PS. My thanks to TI Europe University Program which donated me the boards to performing these tests and to be used in students training programs.

cut Here and save the following as :  <YOUR PATH>:\F28H52.mk

# Copyright March 2012 Carlo Alberto Avizzano
# This Makefile is to integrate and automate building of F28M52 based cores in Matlab
# The makefiles assumes that a Model has been generated for Delfino F28335
# It replaces relevant headers and provide proper inclusion rules

#Targets
#.DEFAULT_GOAL := info
.PHONY : all execute build check clean Diag convert

#####################################################
######        INSTALLATION RELATED SETUP      #######
#####################################################
matlabroot := C:\\Program Files (x86)\\MATLAB\\R2010b\\
C2000      := $(subst \,/,C:\TI\ccsv5\tools\compiler\c2000)
CCS        := $(subst \,/,C:\TI\ccsv5)
CSUITE     := c:/TI/controlSUITE
LOADFILE   := /C/Users/CarloAlberto/user/CCSTargetConfigurations/F288335Concerto.ccxml
LOADM3FILE := /C/Users/CarloAlberto/user/CCSTargetConfigurations/M3Concerto.ccxml
VERSION    := v110
#M3Setup    := $(CSUITE)/


#####################################################
######        MODEL   FILES   SETUP           #######
#####################################################
MODEL_NAME := $(basename $(C2000TGT))
OPT_Head   := $(shell ls DSP28xx*.h)

# Matlab generates a set of files in the working directory
# that need to be compiled together with distribution sources
# Some examples are:
#             rtwtypes.h rtGetNaN.h rtGetInf.h rt_nonfinite.h
#             rt_i32zcfcn.h DSP28xx_SciUtil.h
#            DSP28xx_SciUtil.c MW_c28xx_adc.c MW_c28xx_cap.c MW_c28xx_pwm.c MW_c28xx_qep.c
#             MW_c28xx_board.c MW_c28xx_csl.c rt_i32zcfcn.c rt_nonfinite.c rtGetNaN.c rtGetInf.c
# We got this list automatically from powerful commands of gmake
OPT_SRC    := $(filter-out %.M.c , $(shell ls MW*.c rt*.c))
MODEL_HEAD := $(MODEL_NAME).h $(MODEL_NAME)_types.h $(MODEL_NAME)_private.h  
MODEL_SRC  := $(MODEL_NAME).c $(MODEL_NAME)_data.c $(MODEL_NAME)_main.c


#####################################################
######       FORMATS AND FILE OPTIONS         #######
#####################################################

# Extension to be used in the compilation
# My original intention was to use different extension
# but if you change them then you loose the automatic debug
# capabilities of code composer studio.
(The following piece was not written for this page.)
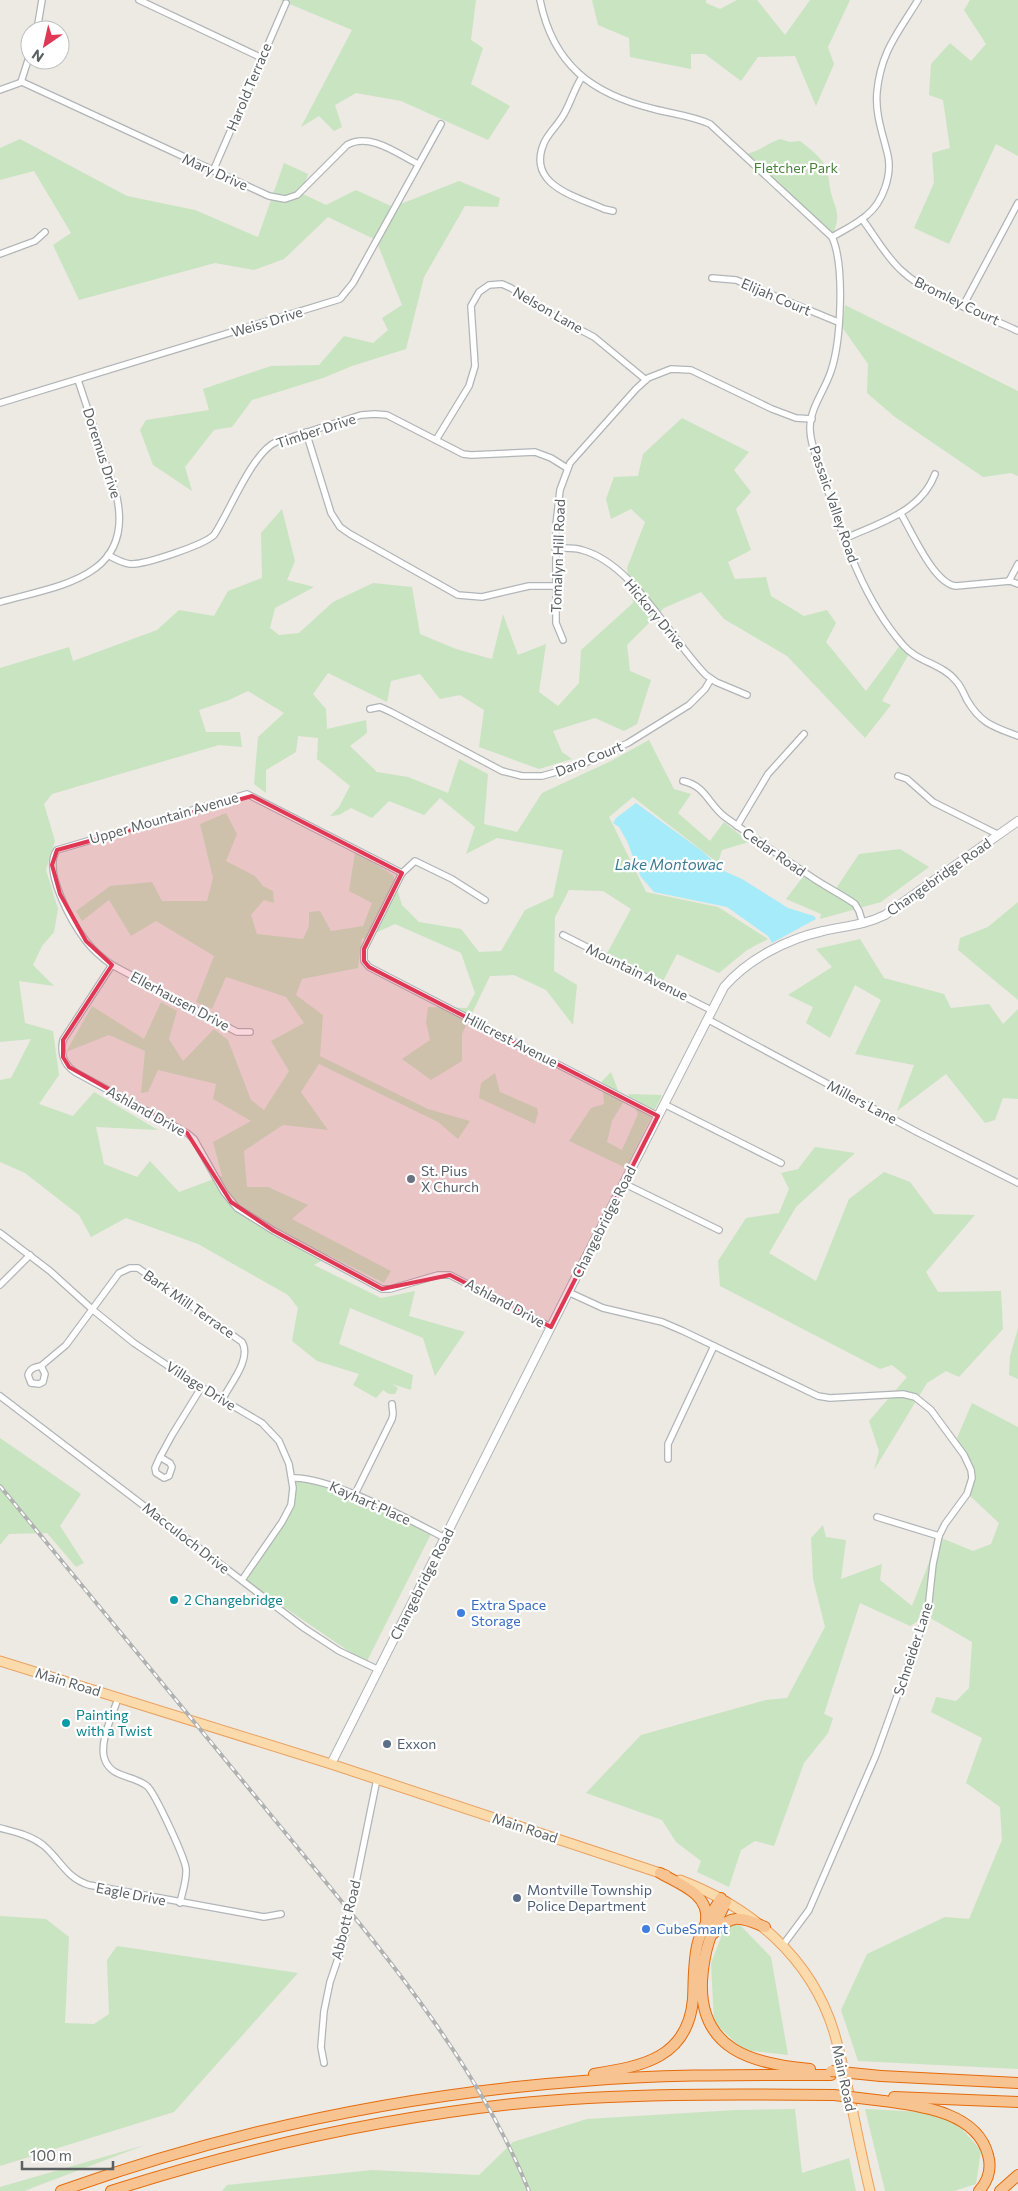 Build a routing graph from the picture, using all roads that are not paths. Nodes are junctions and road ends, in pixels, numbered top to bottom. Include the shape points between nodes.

So that you will not
# anymore able to generate debug projects from matlab generated
# files.

TARGET_EXT := out
OBJ_EXT := obj


#####################################################
######        HOPEFULLY DO NOT TOUCH          #######
#####################################################

MROOTD       := $(matlabroot)
COMPILER     := $(C2000)/bin/cl2000
LINKER       := $(C2000)/bin/cl2000
LOADER       := $(CCS)/ccs_base/scripting/examples/loadti/loadti.bat
RM           := rm -f
CVERSION     := $(CSUITE)/device_support/f28m35x/$(VERSION)
CSUITELIB    := $(CVERSION)/F28M35x_common/source
CINCLUDE     := -I$(CCS)/tools/compiler/C2000/include
CINCLUDE     += -I$(CVERSION)/F28M35x_common/include
CINCLUDE     += -I$(CVERSION)/F28M35x_headers/include
CCFLAGS      ?= -v28 --float_support=FPU32 -qq -g -eo.$(OBJ_EXT) $(CINCLUDE)
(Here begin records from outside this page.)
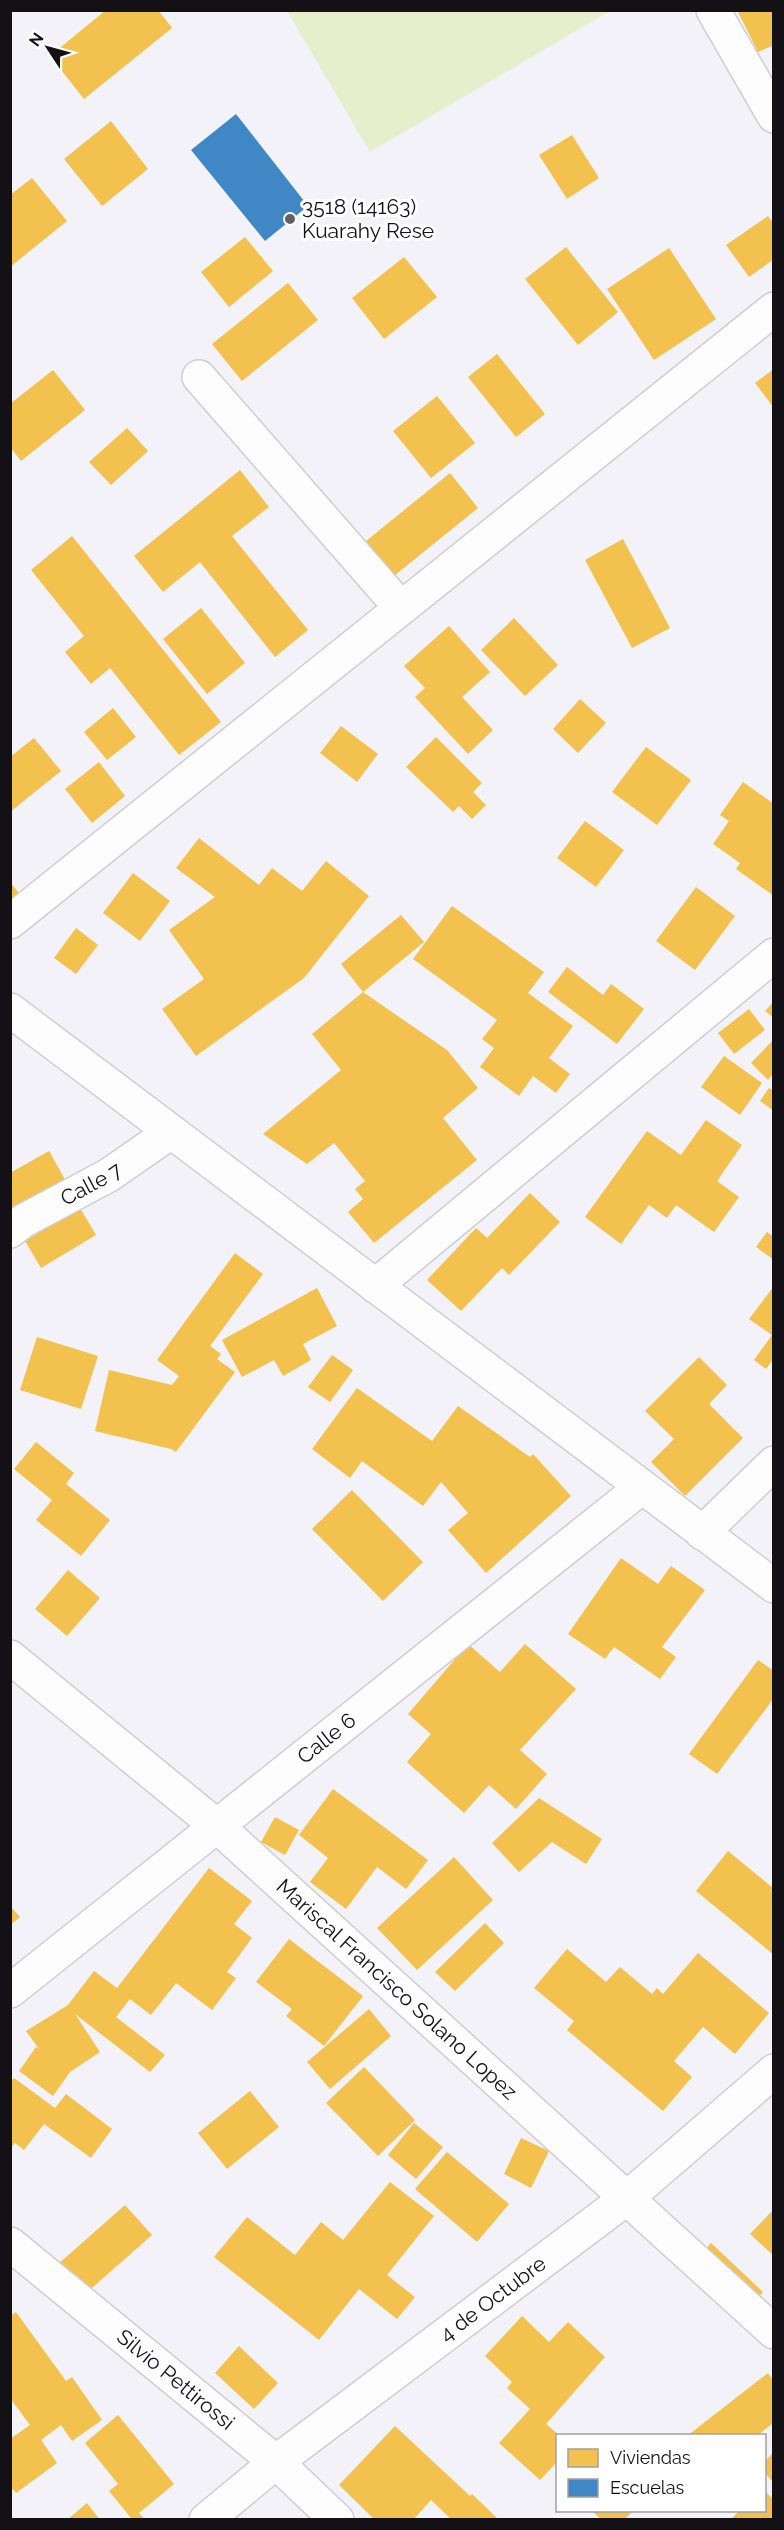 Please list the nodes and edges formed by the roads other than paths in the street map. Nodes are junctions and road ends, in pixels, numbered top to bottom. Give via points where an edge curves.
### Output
1 (713, 10) edge
2 (774, 116) edge
3 (774, 309) edge
4 (199, 377) dead end
5 (401, 608) junction
6 (10, 922) edge
7 (774, 955) edge
8 (10, 1010) edge
9 (171, 1131) junction
10 (10, 1231) edge
11 (375, 1286) junction
12 (774, 1463) edge
13 (642, 1487) junction
14 (702, 1533) junction
15 (774, 1586) edge
16 (10, 1658) edge
17 (218, 1827) junction
18 (10, 1991) edge
19 (774, 2071) edge
20 (627, 2198) junction
21 (10, 2244) edge
22 (774, 2332) edge
23 (276, 2462) junction
24 (206, 2520) edge
25 (337, 2520) edge

1 - 2 street
3 - 5 street
4 - 5 street
5 - 6 street
7 - 11 street
8 - 9 street
9 - 10 street, Calle 7 via 109,1174
9 - 11 street
11 - 13 street
12 - 14 street
13 - 14 street
13 - 17 street, Calle 6
14 - 15 street
16 - 17 street, Mariscal Francisco Solano Lopez
17 - 18 street, Calle 6
17 - 20 street, Mariscal Francisco Solano Lopez
19 - 20 street, 4 de Octubre
20 - 22 street, Mariscal Francisco Solano Lopez
20 - 23 street, 4 de Octubre
21 - 23 street, Silvio Pettirossi
23 - 24 street, 4 de Octubre
23 - 25 street, Silvio Pettirossi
# Rules for generating files to compile
LIBCSOURCET     := $(shell ls $(CSUITELIB)/*.c)
LIBCSOURCE      := $(filter-out %/F28M35x_DefaultIsr.c %/F28M35x_PieVect.c,$(LIBCSOURCET))
LIBASMSOURCE    := $(shell ls $(CSUITELIB)/*.asm)
LIBCOBJ_FILES   := $(patsubst %.c, %.$(OBJ_EXT), $(notdir $(LIBCSOURCE)))
LIBASMOBJ_FILES := $(patsubst %.asm, %.$(OBJ_EXT), $(notdir $(LIBASMSOURCE)))
OPT_OBJ         := $(patsubst %.c, %.$(OBJ_EXT), $(notdir $(OPT_SRC)))
MODEL_OBJ       := $(patsubst %.c, %.$(OBJ_EXT), $(notdir $(MODEL_SRC)))

DEVICE_SRC      := $(CVERSION)/F28M35x_headers/source/F28M35x_GlobalVariableDefs.c
DEVICE_OBJ      := $(patsubst %.c, %.$(OBJ_EXT), $(notdir $(DEVICE_SRC)))



#####################################################
######    PERL FILE ALTERING PROCEDURES       #######
#####################################################

# Emulate $ sequence with $($$)
dollar := $$
$(dollar) := $$

# Better if PERL is within your filesystem, but if missing
# matlab provides one within its installation. So we use that one...

PERL       := '$(matlabroot)sys\\perl\\win32\\bin\\perl'
REPLCMD    := $(PERL) -i.bak -pe's/DSP2803x_/F28M35x_/g'

# Why GMAKE requires this conversion is a mistery for me, but it works
PERLMANGLE := $(subst C:,/C, $(subst \\,/, $(PERL)) )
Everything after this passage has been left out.